Closing and my MAU Insanity: Among them but not one of them.

 There’s a lot more than above, but this is enough for one post. The final admittance/revelation is that every year that I go to this thing, about halfway through it drives me a little insane. What I mean is that something in my normally composed self goes off-kilter and it throws me for a very odd, often negative loop. The all too familiar feeling of separation that I struggle with takes hold and despite being surrounded by hundreds of people, I feel alone. These camps almost always take place over the full moon cycle, so that’s one explanation as the full moon has been known to… unbalance me a bit (among other things.)

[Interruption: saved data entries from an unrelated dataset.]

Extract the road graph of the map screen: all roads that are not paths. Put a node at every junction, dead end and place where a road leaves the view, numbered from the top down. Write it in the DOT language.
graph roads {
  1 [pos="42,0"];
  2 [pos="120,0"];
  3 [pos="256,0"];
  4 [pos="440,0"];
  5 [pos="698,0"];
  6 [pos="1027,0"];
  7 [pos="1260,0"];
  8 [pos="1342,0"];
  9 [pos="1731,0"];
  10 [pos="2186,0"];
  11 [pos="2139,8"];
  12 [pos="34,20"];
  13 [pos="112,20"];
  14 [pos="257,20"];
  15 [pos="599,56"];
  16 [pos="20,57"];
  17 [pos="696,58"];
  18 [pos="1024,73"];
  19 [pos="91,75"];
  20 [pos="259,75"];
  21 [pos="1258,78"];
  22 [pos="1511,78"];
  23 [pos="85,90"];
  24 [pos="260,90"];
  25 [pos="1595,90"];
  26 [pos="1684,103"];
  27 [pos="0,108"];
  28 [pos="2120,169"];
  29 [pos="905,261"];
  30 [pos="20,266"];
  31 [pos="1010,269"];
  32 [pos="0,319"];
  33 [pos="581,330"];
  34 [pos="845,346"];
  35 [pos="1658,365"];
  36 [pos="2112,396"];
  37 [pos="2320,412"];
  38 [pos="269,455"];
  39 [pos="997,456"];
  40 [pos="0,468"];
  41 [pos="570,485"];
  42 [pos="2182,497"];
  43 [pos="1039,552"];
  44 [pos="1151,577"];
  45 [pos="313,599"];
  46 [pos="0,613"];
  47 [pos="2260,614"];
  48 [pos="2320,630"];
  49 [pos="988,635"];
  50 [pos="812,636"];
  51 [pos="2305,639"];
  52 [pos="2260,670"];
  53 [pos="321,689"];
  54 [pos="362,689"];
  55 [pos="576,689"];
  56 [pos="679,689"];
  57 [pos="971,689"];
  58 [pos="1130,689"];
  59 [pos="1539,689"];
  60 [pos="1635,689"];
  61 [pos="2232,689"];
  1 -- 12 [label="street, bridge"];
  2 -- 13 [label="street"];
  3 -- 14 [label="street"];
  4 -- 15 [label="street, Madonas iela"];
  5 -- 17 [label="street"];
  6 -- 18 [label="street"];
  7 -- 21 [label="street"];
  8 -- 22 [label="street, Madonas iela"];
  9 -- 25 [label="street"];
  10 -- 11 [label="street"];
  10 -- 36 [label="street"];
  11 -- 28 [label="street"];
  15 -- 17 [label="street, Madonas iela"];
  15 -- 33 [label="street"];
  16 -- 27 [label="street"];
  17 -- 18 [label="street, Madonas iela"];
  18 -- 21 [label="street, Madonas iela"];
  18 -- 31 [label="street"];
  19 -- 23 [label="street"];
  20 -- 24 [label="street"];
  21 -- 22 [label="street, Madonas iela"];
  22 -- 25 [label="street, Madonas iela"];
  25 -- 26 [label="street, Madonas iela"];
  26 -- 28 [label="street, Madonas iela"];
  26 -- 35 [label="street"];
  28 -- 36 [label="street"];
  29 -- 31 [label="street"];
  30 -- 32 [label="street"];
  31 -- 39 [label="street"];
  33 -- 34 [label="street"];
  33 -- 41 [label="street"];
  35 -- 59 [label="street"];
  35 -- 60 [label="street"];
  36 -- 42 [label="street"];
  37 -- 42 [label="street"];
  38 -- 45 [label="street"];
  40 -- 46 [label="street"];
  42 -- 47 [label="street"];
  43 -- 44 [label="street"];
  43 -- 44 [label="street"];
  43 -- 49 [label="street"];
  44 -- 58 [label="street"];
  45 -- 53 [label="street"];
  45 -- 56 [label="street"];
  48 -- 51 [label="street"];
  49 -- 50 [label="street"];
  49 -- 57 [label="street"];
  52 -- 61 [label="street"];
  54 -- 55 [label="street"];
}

Another more obvious reason is that until this year I’ve always had the role of Grandmaster’s Assistant, which is much like I wrote above; among the students at camp, but separated because my focus is Grandmaster. There is both security and isolation in this position, and it is possible previous years have simply imprinted this mentality on this particular event. Further, the stress level for anyone who takes serving Grandmaster seriously has been quite high historically. It seems this year we saw a slightly more balanced, kinder grandmaster than in previous years, but this may also be because I was not directly involved with him this round.

Balance Pieces

Balance Pieces

With all that said, there is some evidence to support that this isn’t all in my head. With the exception of the Masters and some of the CEOs who are more familiar with me, the other students, (including those I was close to from my home school) for the most part regard me at a distance. There are exceptions of course, especially from a particularly outgoing school from the west coast, but in general it indeed feels like I am seen as not another student, but something else. Respected for the most part, but separated.

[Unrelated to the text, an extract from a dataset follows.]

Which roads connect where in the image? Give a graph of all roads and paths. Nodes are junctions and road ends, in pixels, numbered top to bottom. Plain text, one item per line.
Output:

For instance, there was an abundance of photos taken, selfies, group pictures, and celebrations throughout camp and after testing on the final day. But never was I approached to be a part of these groups. I was not excluded purposefully (this is not a rant!) but more it was as if I was invisible. Sometimes I was of course, serving one of the Masters as I did required that I slip away at times, but other times I simply went about my business and was paid no mind. Again, this may simply be a matter of that being how it’s always been. As Grandmaster’s Assistant, even when I received my own Black Belt certificate two years ago, I had perhaps twenty minutes for pictures with a few close friends before I had to vanish.

The offset of this is that I have the honor of spending a great deal of time with Grandmaster and the Masters of my organization to the point I can speak my opinion over meals and discussions and be regarded with consideration and respect (that’s not to say other students wouldn’t, they simply have far less opportunity.) So that is, in effect, my “group of friends” as a substitute for the ones that pay me little attention since I stopped actively working for Martial Arts World.

Stay tuned!

Stay tuned!

Admittedly, my training has been sparse over the last eighteen months or so because I have little reinforcement from anyone other than my master. My peers that I trained with over the years have either left the organization or simply don’t much care when I try to motivate them to take class with me. Though I appreciate the training, a huge draw of martial arts has always been the people, and when you don’t have those people to train beside, or motivate you, motivating yourself becomes more difficult.

Fortunately this camp has renewed my resolve a bit, and renewed my selfishness. I have never needed people before and I don’t need them now. My plan is to train, refresh and test for the rank of instructor next year. When I do, I want to be qualified to do so in my own mind, meaning that even if my technique is not perfect, I know my philosophy, physical curriculum and the physics behind it well enough to pass it along. I will do it, and not for anyone but my master(s) and for myself. Hopefully along the way, new connections might form and I may not feel so isolated among my peers. If not, I’m pretty used to being different, and I’ll just have to take pride in that as well.  I can, and I will.